* _WHAT IS BEING ASKED_:
Each record beneath this sentence is to be transcribed exactly as it reads.

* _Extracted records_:
▼

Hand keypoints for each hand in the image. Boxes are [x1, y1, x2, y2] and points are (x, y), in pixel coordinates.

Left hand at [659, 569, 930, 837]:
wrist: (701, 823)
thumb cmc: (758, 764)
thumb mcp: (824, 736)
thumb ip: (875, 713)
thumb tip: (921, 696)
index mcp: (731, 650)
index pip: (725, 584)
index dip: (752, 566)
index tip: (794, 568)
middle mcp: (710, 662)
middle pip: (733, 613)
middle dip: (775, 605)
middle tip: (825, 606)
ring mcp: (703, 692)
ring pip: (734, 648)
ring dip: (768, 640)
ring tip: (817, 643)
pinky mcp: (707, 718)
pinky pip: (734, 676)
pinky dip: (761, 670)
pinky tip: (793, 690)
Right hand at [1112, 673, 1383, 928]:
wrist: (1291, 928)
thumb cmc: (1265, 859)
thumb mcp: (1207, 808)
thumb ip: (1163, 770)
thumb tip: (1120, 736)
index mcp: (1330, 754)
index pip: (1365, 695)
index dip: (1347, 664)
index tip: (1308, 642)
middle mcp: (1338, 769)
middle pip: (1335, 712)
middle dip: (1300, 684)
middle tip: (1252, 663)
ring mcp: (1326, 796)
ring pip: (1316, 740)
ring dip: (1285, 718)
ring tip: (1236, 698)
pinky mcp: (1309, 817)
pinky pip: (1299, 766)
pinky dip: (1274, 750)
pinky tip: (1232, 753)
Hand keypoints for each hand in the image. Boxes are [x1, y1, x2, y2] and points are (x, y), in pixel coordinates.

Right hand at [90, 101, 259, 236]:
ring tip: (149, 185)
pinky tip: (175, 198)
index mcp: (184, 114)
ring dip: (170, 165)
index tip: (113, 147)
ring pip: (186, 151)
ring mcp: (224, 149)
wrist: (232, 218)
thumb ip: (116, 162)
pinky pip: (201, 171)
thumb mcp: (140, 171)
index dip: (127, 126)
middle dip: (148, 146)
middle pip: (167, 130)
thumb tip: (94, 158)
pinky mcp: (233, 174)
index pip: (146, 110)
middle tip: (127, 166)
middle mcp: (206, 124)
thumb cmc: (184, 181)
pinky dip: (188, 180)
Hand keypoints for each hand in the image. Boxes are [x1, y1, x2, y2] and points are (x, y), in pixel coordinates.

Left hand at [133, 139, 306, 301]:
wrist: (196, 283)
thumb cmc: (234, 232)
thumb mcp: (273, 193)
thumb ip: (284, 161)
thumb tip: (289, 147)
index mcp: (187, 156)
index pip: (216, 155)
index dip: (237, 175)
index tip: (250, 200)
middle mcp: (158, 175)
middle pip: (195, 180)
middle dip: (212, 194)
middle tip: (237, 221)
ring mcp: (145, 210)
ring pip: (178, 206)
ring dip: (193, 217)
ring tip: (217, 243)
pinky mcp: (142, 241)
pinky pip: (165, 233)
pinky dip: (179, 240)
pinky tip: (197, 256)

▲

* _ANSWER FOR THIS EXERCISE_:
Hand keypoints for each hand in the image. Boxes are [x1, y1, x2, y2] and points are (x, y), in pixel coordinates.

Left hand at [659, 569, 930, 837]:
wrist: (701, 823)
thumb cmc: (758, 764)
thumb mcp: (824, 736)
thumb ip: (875, 713)
thumb tip: (921, 696)
index mcp: (731, 650)
index pip: (725, 584)
index dip: (752, 566)
index tip: (794, 568)
middle mcp: (710, 662)
middle pip: (733, 613)
middle dip: (775, 605)
middle tip: (825, 606)
ring mcp: (703, 692)
ring pip: (734, 648)
ring dip: (768, 640)
ring tip: (817, 643)
pinky mcp: (707, 718)
pinky pip: (734, 676)
pinky dip: (761, 670)
pinky tip: (793, 690)
Right hand at [1112, 673, 1383, 928]:
wrist: (1291, 928)
thumb cmc: (1265, 859)
thumb mcp: (1207, 808)
thumb ip: (1163, 770)
thumb tip: (1120, 736)
index mcp: (1330, 754)
index pip: (1365, 695)
index dip: (1347, 664)
index tip: (1308, 642)
middle mcp: (1338, 769)
middle pip: (1335, 712)
middle dip: (1300, 684)
middle tip: (1252, 663)
ring mcp: (1326, 796)
ring pip: (1316, 740)
ring dip: (1285, 718)
ring tip: (1236, 698)
pinky mcp: (1309, 817)
pinky pip: (1299, 766)
pinky dip: (1274, 750)
pinky tip: (1232, 753)
Hand keypoints for each hand in the image. Boxes are [x1, y1, x2, y2] and points are (x, y), in pixel coordinates.

Right hand at [90, 101, 259, 236]:
ring tip: (149, 185)
pinky tip: (175, 198)
index mcp: (184, 114)
ring dip: (170, 165)
index tip: (113, 147)
ring pip: (186, 151)
ring mcp: (224, 149)
wrist: (232, 218)
thumb ip: (116, 162)
pinky pip: (201, 171)
thumb mcp: (140, 171)
index dip: (127, 126)
middle dip: (148, 146)
middle pip: (167, 130)
thumb tip: (94, 158)
pinky mcp: (233, 174)
index pip: (146, 110)
middle tip: (127, 166)
middle mcp: (206, 124)
thumb cmc: (184, 181)
pinky dip: (188, 180)
Hand keypoints for each hand in the image. Boxes are [x1, y1, x2, y2] and points are (x, y), in pixel coordinates.

Left hand at [133, 139, 306, 301]:
wrist: (196, 283)
thumb cmc: (234, 232)
thumb mcp: (273, 193)
thumb ip: (284, 161)
thumb tip: (289, 147)
index mcp: (187, 156)
index pip: (216, 155)
index dip: (237, 175)
index tip: (250, 200)
middle mcp: (158, 175)
middle pip: (195, 180)
middle dip: (212, 194)
middle tip: (237, 221)
ring mcp: (145, 210)
ring pip: (178, 206)
ring dip: (193, 217)
ring tip: (217, 243)
pinky mcp: (142, 241)
pinky pip: (165, 233)
pinky dip: (179, 240)
pinky tip: (197, 256)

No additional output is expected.